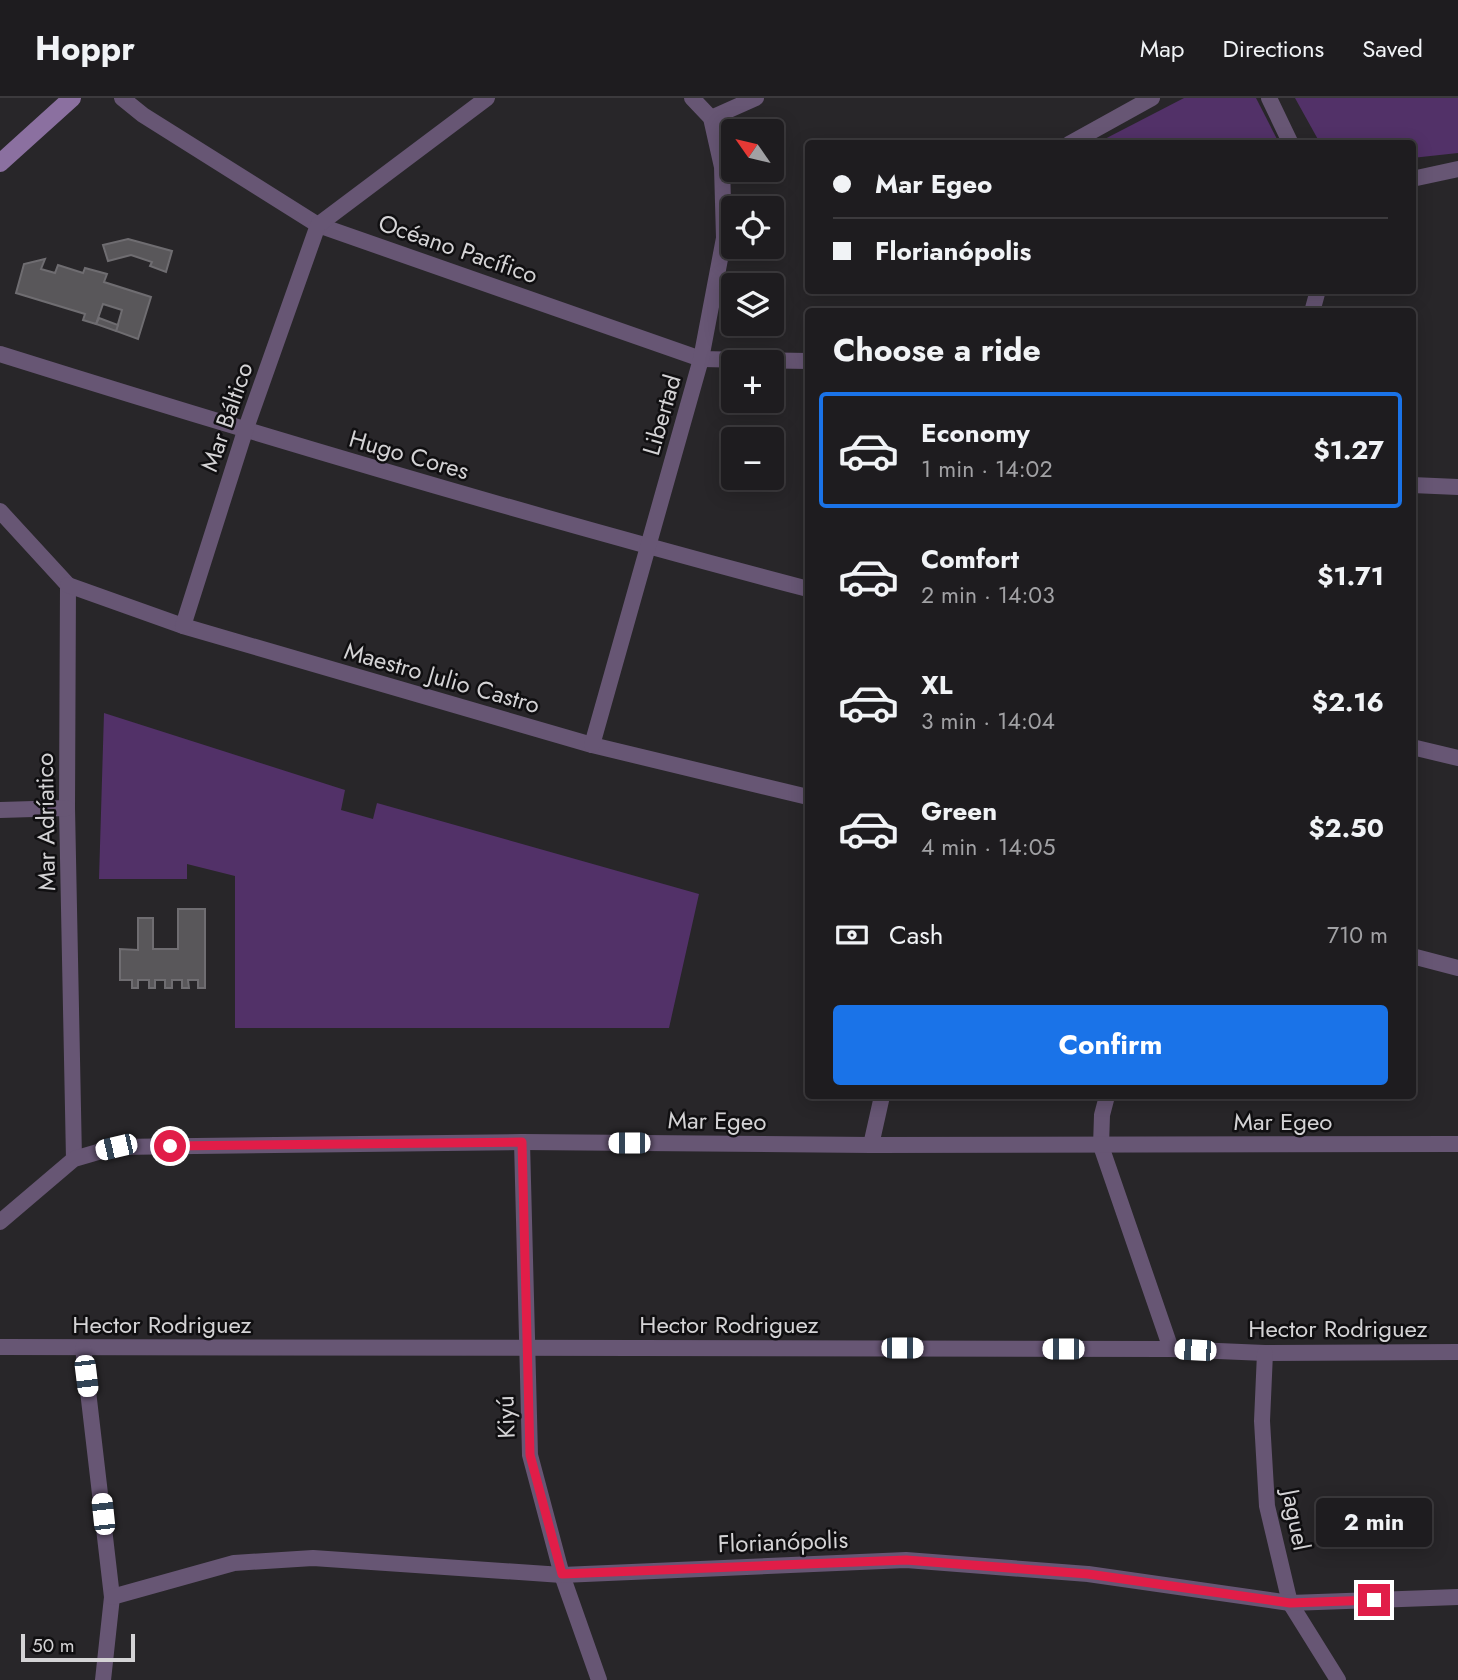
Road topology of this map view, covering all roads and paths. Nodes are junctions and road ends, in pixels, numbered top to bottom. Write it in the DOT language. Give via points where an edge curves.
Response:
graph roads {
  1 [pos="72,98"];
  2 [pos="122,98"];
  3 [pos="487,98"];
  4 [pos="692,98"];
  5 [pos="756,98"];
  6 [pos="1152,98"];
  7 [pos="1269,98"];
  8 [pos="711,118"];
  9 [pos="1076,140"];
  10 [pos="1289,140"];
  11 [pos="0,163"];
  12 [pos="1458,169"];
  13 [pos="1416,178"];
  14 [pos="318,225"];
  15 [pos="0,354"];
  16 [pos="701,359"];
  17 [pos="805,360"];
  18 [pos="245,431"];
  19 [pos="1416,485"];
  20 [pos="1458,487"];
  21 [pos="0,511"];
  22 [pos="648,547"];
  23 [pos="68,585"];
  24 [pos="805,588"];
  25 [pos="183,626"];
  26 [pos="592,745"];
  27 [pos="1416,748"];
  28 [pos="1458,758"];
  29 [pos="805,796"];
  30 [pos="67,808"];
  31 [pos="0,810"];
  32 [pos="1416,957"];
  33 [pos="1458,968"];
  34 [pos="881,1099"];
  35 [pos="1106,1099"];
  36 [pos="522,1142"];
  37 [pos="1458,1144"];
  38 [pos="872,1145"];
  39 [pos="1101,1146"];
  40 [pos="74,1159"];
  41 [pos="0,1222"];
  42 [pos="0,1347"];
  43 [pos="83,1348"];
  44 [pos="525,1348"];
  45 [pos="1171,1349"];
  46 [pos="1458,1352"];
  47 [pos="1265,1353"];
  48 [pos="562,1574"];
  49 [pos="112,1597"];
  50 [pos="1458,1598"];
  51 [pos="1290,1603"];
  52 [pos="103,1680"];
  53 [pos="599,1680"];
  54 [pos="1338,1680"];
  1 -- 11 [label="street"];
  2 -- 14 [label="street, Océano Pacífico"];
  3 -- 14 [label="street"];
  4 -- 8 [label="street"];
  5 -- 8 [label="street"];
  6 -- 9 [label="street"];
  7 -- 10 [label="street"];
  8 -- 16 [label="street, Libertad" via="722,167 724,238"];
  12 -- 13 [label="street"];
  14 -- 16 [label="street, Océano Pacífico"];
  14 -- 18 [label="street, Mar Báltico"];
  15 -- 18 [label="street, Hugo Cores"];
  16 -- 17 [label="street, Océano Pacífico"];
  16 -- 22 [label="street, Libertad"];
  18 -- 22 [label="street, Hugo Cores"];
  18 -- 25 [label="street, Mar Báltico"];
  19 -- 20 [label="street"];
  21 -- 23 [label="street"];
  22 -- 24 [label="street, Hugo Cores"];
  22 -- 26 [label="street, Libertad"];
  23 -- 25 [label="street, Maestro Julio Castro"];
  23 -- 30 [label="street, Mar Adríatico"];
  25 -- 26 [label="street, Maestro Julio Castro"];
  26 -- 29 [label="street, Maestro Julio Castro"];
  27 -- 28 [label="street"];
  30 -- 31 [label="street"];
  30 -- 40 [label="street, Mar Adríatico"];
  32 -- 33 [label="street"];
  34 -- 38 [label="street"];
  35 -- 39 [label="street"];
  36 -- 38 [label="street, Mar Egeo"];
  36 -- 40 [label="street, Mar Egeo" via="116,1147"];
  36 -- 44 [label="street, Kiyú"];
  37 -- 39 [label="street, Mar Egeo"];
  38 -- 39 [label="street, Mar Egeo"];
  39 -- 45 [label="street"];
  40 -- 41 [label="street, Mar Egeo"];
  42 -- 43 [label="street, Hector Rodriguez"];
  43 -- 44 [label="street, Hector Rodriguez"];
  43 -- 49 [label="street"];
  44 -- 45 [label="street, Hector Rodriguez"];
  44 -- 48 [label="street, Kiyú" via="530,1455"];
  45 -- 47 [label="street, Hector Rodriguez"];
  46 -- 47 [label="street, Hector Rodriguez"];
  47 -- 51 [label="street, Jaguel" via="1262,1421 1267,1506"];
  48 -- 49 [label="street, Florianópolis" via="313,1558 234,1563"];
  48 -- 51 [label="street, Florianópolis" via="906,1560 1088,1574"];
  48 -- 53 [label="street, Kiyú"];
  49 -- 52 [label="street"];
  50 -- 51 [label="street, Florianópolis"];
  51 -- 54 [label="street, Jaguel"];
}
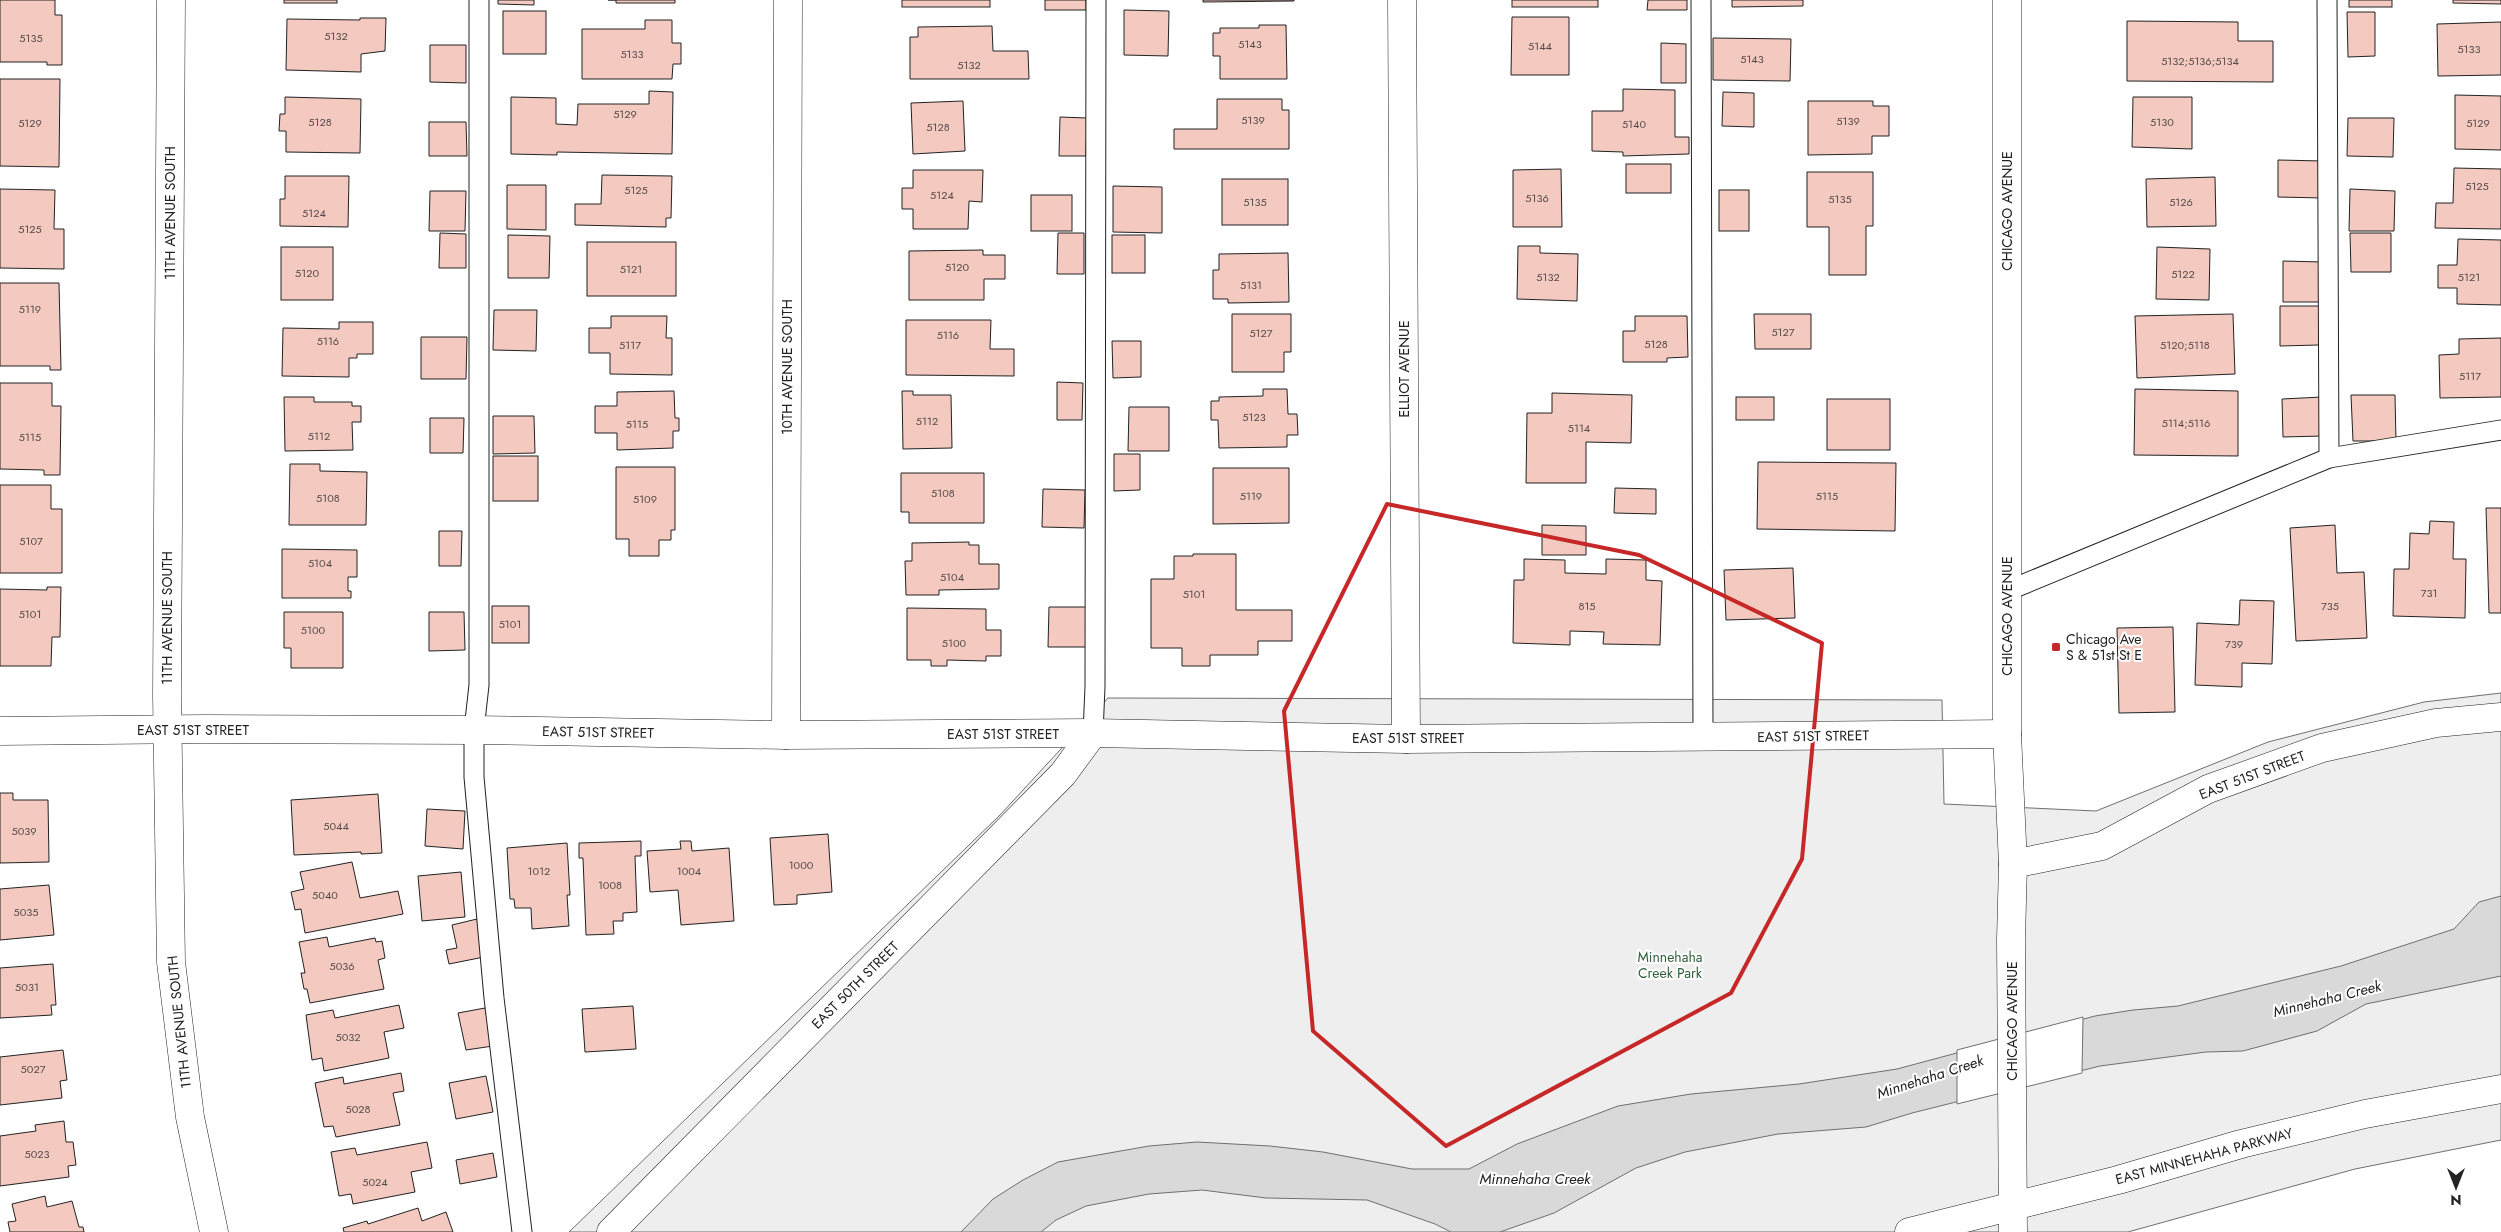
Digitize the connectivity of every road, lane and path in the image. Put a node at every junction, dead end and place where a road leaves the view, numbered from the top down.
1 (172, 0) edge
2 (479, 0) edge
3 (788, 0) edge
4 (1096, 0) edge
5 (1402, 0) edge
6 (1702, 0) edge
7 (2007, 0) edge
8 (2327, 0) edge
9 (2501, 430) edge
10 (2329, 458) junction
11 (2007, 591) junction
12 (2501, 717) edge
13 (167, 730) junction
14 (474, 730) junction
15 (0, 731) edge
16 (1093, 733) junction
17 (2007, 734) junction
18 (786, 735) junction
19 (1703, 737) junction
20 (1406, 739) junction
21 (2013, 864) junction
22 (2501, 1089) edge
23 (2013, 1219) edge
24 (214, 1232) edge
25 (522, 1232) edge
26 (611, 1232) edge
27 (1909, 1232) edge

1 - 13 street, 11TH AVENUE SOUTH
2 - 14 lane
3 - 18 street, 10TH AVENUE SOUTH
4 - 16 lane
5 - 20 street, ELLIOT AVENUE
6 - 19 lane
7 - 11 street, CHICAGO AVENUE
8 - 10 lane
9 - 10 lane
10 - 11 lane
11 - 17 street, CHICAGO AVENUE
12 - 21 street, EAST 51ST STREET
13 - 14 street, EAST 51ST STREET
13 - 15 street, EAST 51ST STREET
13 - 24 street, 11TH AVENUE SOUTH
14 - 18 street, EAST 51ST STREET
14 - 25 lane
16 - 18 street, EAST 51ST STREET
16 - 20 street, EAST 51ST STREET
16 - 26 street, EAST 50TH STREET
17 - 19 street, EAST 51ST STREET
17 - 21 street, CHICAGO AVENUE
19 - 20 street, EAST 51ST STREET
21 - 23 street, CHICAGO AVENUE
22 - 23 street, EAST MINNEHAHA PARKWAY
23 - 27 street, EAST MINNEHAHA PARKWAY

# # # #

_The problem_:
Please give the records above again exactly as they stand, with no pictures.

_Exercise result_:
Road topology of this map view, covering all roads and paths. Nodes are junctions and road ends, in pixels, numbered top to bottom. Write it in the DOT language. Give via points where an edge curves.
Response:
graph roads {
  1 [pos="72,98"];
  2 [pos="122,98"];
  3 [pos="487,98"];
  4 [pos="692,98"];
  5 [pos="756,98"];
  6 [pos="1152,98"];
  7 [pos="1269,98"];
  8 [pos="711,118"];
  9 [pos="1076,140"];
  10 [pos="1289,140"];
  11 [pos="0,163"];
  12 [pos="1458,169"];
  13 [pos="1416,178"];
  14 [pos="318,225"];
  15 [pos="0,354"];
  16 [pos="701,359"];
  17 [pos="805,360"];
  18 [pos="245,431"];
  19 [pos="1416,485"];
  20 [pos="1458,487"];
  21 [pos="0,511"];
  22 [pos="648,547"];
  23 [pos="68,585"];
  24 [pos="805,588"];
  25 [pos="183,626"];
  26 [pos="592,745"];
  27 [pos="1416,748"];
  28 [pos="1458,758"];
  29 [pos="805,796"];
  30 [pos="67,808"];
  31 [pos="0,810"];
  32 [pos="1416,957"];
  33 [pos="1458,968"];
  34 [pos="881,1099"];
  35 [pos="1106,1099"];
  36 [pos="522,1142"];
  37 [pos="1458,1144"];
  38 [pos="872,1145"];
  39 [pos="1101,1146"];
  40 [pos="74,1159"];
  41 [pos="0,1222"];
  42 [pos="0,1347"];
  43 [pos="83,1348"];
  44 [pos="525,1348"];
  45 [pos="1171,1349"];
  46 [pos="1458,1352"];
  47 [pos="1265,1353"];
  48 [pos="562,1574"];
  49 [pos="112,1597"];
  50 [pos="1458,1598"];
  51 [pos="1290,1603"];
  52 [pos="103,1680"];
  53 [pos="599,1680"];
  54 [pos="1338,1680"];
  1 -- 11 [label="street"];
  2 -- 14 [label="street, Océano Pacífico"];
  3 -- 14 [label="street"];
  4 -- 8 [label="street"];
  5 -- 8 [label="street"];
  6 -- 9 [label="street"];
  7 -- 10 [label="street"];
  8 -- 16 [label="street, Libertad" via="722,167 724,238"];
  12 -- 13 [label="street"];
  14 -- 16 [label="street, Océano Pacífico"];
  14 -- 18 [label="street, Mar Báltico"];
  15 -- 18 [label="street, Hugo Cores"];
  16 -- 17 [label="street, Océano Pacífico"];
  16 -- 22 [label="street, Libertad"];
  18 -- 22 [label="street, Hugo Cores"];
  18 -- 25 [label="street, Mar Báltico"];
  19 -- 20 [label="street"];
  21 -- 23 [label="street"];
  22 -- 24 [label="street, Hugo Cores"];
  22 -- 26 [label="street, Libertad"];
  23 -- 25 [label="street, Maestro Julio Castro"];
  23 -- 30 [label="street, Mar Adríatico"];
  25 -- 26 [label="street, Maestro Julio Castro"];
  26 -- 29 [label="street, Maestro Julio Castro"];
  27 -- 28 [label="street"];
  30 -- 31 [label="street"];
  30 -- 40 [label="street, Mar Adríatico"];
  32 -- 33 [label="street"];
  34 -- 38 [label="street"];
  35 -- 39 [label="street"];
  36 -- 38 [label="street, Mar Egeo"];
  36 -- 40 [label="street, Mar Egeo" via="116,1147"];
  36 -- 44 [label="street, Kiyú"];
  37 -- 39 [label="street, Mar Egeo"];
  38 -- 39 [label="street, Mar Egeo"];
  39 -- 45 [label="street"];
  40 -- 41 [label="street, Mar Egeo"];
  42 -- 43 [label="street, Hector Rodriguez"];
  43 -- 44 [label="street, Hector Rodriguez"];
  43 -- 49 [label="street"];
  44 -- 45 [label="street, Hector Rodriguez"];
  44 -- 48 [label="street, Kiyú" via="530,1455"];
  45 -- 47 [label="street, Hector Rodriguez"];
  46 -- 47 [label="street, Hector Rodriguez"];
  47 -- 51 [label="street, Jaguel" via="1262,1421 1267,1506"];
  48 -- 49 [label="street, Florianópolis" via="313,1558 234,1563"];
  48 -- 51 [label="street, Florianópolis" via="906,1560 1088,1574"];
  48 -- 53 [label="street, Kiyú"];
  49 -- 52 [label="street"];
  50 -- 51 [label="street, Florianópolis"];
  51 -- 54 [label="street, Jaguel"];
}
Digitize the connectivity of every road, lane and path in the image. Put a node at every junction, dead end and place where a road leaves the view, numbered from the top down.
1 (172, 0) edge
2 (479, 0) edge
3 (788, 0) edge
4 (1096, 0) edge
5 (1402, 0) edge
6 (1702, 0) edge
7 (2007, 0) edge
8 (2327, 0) edge
9 (2501, 430) edge
10 (2329, 458) junction
11 (2007, 591) junction
12 (2501, 717) edge
13 (167, 730) junction
14 (474, 730) junction
15 (0, 731) edge
16 (1093, 733) junction
17 (2007, 734) junction
18 (786, 735) junction
19 (1703, 737) junction
20 (1406, 739) junction
21 (2013, 864) junction
22 (2501, 1089) edge
23 (2013, 1219) edge
24 (214, 1232) edge
25 (522, 1232) edge
26 (611, 1232) edge
27 (1909, 1232) edge

1 - 13 street, 11TH AVENUE SOUTH
2 - 14 lane
3 - 18 street, 10TH AVENUE SOUTH
4 - 16 lane
5 - 20 street, ELLIOT AVENUE
6 - 19 lane
7 - 11 street, CHICAGO AVENUE
8 - 10 lane
9 - 10 lane
10 - 11 lane
11 - 17 street, CHICAGO AVENUE
12 - 21 street, EAST 51ST STREET
13 - 14 street, EAST 51ST STREET
13 - 15 street, EAST 51ST STREET
13 - 24 street, 11TH AVENUE SOUTH
14 - 18 street, EAST 51ST STREET
14 - 25 lane
16 - 18 street, EAST 51ST STREET
16 - 20 street, EAST 51ST STREET
16 - 26 street, EAST 50TH STREET
17 - 19 street, EAST 51ST STREET
17 - 21 street, CHICAGO AVENUE
19 - 20 street, EAST 51ST STREET
21 - 23 street, CHICAGO AVENUE
22 - 23 street, EAST MINNEHAHA PARKWAY
23 - 27 street, EAST MINNEHAHA PARKWAY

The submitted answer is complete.